• What is expected:
Look at every line of the material below and tally those containing "Rocade". Reply with the total alone.

• Listed records:
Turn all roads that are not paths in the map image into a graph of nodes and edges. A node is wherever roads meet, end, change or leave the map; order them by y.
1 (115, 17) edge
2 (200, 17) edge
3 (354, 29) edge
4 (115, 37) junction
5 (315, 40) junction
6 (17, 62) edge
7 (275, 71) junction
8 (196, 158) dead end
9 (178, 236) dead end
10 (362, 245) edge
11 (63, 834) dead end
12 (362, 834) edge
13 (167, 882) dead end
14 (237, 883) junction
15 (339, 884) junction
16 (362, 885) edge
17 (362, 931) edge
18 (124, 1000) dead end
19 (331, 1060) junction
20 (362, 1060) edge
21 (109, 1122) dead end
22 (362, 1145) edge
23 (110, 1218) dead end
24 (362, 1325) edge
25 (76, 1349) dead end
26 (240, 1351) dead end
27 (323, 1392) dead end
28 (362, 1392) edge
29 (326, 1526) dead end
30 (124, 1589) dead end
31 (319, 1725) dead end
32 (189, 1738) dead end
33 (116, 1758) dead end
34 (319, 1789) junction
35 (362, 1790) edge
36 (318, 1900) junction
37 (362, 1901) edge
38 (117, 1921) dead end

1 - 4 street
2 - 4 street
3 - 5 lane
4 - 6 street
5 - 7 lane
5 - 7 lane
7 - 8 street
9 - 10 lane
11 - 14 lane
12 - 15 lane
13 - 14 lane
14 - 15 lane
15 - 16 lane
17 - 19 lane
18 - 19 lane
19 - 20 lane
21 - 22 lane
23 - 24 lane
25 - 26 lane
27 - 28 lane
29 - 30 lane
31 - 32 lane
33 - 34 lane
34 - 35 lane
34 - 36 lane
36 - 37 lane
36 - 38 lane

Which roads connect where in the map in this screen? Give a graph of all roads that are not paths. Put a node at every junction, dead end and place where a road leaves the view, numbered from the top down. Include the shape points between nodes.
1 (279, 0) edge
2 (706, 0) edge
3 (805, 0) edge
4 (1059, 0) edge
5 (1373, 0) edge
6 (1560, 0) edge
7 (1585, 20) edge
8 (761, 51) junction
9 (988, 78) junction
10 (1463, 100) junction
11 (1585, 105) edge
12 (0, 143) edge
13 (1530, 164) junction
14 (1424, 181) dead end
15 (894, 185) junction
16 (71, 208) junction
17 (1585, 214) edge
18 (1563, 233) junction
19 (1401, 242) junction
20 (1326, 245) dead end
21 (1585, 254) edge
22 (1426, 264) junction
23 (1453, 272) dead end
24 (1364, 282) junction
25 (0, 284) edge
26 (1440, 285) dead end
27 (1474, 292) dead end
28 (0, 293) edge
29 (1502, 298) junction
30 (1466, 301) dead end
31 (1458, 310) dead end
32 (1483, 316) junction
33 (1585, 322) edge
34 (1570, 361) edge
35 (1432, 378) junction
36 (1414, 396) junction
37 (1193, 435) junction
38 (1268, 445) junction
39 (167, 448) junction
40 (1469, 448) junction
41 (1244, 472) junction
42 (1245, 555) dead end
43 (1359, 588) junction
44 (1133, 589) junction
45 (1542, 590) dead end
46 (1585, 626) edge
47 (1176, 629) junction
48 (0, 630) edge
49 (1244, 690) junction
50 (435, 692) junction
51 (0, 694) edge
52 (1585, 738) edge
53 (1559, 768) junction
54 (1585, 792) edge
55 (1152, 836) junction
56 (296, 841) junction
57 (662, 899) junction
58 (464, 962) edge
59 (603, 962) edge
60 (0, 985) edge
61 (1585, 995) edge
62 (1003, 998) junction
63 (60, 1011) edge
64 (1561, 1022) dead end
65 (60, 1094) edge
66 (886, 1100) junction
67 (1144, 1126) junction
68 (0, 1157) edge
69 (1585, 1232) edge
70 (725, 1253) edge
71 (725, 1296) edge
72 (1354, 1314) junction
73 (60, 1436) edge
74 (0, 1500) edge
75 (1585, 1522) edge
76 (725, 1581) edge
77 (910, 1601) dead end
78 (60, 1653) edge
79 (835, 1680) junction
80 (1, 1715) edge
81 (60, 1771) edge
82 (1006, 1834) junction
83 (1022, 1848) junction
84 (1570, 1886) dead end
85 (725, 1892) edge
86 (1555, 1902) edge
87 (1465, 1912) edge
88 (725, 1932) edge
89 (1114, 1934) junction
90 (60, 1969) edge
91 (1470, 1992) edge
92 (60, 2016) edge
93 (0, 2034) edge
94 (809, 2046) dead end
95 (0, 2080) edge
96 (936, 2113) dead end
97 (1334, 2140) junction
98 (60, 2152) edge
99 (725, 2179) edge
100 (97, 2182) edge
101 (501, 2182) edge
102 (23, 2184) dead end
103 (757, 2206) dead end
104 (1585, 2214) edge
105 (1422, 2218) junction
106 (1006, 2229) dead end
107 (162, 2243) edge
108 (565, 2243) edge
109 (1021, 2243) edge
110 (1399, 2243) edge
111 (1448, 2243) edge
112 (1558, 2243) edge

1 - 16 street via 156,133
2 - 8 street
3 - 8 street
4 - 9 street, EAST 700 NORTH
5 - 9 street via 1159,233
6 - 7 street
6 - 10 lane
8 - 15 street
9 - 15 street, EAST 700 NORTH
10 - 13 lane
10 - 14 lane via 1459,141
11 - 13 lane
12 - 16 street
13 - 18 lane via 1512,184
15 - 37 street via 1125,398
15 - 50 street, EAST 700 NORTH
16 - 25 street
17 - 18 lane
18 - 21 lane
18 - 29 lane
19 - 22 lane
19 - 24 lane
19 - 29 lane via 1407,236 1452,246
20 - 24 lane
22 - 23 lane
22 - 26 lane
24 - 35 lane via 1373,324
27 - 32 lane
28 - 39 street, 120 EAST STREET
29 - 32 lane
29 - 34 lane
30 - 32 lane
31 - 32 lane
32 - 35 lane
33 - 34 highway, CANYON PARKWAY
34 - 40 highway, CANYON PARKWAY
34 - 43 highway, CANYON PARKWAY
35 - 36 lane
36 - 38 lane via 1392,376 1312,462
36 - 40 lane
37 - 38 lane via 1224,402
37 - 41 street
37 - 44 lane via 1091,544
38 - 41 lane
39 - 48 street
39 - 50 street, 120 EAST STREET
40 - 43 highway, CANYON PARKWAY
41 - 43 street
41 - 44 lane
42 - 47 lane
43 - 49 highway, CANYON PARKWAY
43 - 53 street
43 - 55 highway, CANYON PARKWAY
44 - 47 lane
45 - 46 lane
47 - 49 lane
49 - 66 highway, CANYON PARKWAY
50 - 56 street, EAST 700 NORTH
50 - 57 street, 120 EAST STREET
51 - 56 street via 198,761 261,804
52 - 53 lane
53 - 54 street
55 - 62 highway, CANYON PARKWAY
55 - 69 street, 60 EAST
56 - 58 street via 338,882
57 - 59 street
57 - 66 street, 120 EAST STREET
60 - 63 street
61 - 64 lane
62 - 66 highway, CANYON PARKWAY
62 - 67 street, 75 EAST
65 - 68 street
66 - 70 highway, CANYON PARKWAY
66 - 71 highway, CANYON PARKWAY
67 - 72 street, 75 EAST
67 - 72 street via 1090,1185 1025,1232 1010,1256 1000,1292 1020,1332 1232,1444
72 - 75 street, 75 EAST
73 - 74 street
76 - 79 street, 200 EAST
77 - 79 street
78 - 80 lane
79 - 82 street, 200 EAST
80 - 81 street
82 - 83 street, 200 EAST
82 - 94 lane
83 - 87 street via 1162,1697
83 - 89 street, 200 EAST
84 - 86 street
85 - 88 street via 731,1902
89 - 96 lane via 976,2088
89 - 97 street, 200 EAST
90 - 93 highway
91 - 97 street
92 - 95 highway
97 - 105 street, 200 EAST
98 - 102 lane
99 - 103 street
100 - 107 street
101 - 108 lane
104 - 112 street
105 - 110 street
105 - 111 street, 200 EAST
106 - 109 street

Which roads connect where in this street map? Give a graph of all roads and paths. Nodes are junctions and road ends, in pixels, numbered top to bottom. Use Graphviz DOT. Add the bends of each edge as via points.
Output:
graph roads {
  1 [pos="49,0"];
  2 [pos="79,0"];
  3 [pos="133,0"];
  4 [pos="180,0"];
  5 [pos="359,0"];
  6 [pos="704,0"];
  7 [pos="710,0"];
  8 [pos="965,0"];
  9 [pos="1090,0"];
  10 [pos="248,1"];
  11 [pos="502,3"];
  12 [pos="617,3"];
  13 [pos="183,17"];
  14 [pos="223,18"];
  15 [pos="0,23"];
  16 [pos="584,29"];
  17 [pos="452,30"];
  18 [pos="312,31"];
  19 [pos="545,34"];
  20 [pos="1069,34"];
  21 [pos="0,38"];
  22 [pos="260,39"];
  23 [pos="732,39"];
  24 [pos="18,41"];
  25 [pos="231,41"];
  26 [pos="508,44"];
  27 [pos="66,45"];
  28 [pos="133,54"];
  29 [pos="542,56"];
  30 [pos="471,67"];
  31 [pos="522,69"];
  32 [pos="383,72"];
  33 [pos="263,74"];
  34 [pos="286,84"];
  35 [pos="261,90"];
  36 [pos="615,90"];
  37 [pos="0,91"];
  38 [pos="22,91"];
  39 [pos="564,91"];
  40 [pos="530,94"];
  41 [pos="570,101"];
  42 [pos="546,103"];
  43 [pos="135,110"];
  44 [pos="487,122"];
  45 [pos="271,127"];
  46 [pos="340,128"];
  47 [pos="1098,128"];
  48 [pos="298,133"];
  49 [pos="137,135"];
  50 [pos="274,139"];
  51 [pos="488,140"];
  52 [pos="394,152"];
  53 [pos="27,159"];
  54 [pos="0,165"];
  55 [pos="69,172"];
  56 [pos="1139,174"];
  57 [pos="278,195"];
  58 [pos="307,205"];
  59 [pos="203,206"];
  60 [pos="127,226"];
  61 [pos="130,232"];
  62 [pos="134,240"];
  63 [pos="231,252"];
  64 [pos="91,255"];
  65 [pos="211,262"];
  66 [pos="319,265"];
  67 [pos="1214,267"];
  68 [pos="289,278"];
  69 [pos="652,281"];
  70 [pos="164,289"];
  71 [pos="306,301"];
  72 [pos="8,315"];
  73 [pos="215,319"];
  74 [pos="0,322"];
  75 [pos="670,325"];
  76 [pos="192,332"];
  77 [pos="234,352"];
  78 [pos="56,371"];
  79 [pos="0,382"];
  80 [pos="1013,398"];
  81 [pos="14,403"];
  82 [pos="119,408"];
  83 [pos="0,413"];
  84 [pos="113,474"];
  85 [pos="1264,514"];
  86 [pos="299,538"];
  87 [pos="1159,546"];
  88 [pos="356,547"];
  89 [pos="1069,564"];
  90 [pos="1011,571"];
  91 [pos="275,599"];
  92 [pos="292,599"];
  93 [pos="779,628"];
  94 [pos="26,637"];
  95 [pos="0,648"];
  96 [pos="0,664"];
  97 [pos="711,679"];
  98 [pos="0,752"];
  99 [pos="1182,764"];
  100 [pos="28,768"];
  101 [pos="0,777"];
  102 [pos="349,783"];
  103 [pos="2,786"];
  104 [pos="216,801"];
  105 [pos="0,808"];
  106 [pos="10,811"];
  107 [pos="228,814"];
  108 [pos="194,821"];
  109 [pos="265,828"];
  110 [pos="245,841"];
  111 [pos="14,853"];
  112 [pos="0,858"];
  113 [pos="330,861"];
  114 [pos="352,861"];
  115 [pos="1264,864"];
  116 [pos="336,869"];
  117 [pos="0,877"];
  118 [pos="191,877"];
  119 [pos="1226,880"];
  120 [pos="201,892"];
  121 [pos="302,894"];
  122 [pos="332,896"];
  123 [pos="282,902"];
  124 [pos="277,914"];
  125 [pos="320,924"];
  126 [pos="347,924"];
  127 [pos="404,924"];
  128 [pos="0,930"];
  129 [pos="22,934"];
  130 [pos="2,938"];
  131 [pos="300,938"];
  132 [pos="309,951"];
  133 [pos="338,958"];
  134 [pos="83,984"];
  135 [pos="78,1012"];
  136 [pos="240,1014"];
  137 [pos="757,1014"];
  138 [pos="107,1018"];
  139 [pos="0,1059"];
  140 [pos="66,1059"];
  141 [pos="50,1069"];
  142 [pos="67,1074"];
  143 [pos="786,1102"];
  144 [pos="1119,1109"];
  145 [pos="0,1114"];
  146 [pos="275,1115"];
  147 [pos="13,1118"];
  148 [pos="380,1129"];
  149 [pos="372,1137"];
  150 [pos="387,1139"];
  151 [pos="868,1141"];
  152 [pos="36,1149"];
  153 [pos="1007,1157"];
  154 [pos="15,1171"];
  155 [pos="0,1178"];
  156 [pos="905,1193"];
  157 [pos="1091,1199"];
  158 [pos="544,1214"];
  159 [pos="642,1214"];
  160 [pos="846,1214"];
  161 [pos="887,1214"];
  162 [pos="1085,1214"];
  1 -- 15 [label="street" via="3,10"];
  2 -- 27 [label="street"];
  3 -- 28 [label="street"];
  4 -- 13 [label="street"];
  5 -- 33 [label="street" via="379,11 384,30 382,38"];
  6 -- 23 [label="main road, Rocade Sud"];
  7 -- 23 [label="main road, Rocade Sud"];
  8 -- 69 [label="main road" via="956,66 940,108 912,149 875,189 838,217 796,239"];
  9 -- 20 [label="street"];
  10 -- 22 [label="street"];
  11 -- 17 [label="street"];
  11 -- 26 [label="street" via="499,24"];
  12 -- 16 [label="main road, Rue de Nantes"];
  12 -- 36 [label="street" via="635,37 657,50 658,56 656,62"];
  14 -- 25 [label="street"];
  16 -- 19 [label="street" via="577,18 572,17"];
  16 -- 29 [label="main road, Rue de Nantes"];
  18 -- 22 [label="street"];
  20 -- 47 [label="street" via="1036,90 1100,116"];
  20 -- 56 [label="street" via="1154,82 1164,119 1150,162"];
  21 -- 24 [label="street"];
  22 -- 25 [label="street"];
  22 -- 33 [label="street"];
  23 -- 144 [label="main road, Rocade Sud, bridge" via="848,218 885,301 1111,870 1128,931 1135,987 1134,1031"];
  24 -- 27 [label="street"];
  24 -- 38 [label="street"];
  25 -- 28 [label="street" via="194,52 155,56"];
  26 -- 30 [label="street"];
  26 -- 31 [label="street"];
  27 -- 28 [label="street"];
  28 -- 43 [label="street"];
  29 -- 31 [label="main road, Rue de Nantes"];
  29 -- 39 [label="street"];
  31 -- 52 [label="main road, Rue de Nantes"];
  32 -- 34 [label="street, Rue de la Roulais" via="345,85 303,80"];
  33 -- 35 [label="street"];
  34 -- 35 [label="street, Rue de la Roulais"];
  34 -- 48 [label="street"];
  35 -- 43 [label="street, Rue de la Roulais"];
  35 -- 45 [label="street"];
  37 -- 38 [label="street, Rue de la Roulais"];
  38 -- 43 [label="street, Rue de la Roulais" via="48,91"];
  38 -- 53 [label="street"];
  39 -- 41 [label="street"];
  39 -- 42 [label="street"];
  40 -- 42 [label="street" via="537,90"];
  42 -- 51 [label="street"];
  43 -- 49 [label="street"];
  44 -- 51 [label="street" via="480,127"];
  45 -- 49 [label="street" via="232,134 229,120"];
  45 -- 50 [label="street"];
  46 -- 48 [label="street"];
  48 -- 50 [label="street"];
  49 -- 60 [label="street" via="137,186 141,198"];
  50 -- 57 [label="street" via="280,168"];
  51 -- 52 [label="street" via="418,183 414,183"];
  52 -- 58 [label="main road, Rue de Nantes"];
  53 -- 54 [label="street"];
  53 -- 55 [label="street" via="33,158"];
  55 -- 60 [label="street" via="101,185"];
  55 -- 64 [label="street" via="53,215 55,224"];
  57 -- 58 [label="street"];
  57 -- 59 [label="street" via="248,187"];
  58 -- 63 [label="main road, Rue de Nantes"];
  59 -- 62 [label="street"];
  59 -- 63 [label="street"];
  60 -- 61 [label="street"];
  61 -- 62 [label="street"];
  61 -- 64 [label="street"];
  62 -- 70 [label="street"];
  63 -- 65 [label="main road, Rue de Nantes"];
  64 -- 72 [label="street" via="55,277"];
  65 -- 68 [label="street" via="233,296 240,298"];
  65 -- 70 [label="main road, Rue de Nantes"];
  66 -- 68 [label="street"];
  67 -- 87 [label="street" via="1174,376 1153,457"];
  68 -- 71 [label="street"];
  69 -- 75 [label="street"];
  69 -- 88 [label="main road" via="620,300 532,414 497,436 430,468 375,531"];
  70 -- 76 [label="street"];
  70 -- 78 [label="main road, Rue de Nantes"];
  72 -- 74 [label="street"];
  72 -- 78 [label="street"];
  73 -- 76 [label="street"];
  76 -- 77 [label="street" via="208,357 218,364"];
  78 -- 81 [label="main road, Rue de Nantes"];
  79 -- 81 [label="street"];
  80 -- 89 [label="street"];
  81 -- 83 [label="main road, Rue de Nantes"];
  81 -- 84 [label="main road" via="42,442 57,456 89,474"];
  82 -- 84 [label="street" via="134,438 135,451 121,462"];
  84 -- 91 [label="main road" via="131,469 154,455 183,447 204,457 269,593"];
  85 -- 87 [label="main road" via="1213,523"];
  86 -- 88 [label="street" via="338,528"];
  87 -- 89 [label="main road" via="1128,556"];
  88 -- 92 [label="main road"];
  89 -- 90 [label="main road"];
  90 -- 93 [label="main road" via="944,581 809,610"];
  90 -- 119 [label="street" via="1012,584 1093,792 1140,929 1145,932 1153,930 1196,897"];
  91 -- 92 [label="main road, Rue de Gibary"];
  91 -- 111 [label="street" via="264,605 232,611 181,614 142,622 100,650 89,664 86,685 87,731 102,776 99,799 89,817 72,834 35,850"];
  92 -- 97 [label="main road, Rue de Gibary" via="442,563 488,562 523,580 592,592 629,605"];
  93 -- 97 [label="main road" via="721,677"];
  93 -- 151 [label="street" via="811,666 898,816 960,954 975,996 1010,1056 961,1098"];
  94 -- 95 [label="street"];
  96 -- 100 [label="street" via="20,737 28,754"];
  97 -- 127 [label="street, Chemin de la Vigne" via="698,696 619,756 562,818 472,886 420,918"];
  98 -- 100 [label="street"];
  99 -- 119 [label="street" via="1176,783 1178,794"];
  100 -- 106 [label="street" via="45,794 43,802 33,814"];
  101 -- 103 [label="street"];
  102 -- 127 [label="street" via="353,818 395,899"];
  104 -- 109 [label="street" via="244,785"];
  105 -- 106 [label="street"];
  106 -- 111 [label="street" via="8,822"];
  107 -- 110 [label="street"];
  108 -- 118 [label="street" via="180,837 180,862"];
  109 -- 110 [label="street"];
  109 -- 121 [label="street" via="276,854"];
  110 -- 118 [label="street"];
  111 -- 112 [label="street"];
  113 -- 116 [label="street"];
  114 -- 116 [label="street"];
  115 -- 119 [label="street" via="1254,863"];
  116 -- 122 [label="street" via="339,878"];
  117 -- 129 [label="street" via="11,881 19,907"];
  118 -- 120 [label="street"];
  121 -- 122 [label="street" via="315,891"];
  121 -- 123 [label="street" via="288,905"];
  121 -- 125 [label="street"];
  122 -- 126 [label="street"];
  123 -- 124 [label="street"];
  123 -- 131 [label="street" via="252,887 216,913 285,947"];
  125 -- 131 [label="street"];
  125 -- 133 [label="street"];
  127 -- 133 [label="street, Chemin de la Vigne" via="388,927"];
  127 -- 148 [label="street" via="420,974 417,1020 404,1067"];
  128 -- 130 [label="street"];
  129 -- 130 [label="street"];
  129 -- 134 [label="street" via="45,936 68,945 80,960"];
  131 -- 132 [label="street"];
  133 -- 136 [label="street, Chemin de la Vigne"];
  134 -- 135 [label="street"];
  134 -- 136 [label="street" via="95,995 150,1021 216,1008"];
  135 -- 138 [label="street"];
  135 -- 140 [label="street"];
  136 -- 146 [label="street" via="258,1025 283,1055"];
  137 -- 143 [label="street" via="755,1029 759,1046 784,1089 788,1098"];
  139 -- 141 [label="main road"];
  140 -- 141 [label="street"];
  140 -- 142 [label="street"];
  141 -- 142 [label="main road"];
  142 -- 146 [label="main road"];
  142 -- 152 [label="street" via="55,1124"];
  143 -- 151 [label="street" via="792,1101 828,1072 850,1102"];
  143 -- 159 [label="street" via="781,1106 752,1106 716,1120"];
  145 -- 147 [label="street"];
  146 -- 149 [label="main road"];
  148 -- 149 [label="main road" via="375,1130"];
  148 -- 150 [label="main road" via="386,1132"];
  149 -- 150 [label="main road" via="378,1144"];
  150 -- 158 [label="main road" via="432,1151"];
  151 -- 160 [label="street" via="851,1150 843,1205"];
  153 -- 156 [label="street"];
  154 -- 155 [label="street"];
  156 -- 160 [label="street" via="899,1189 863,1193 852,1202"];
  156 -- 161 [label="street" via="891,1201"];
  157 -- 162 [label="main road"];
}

• Exercise response:
3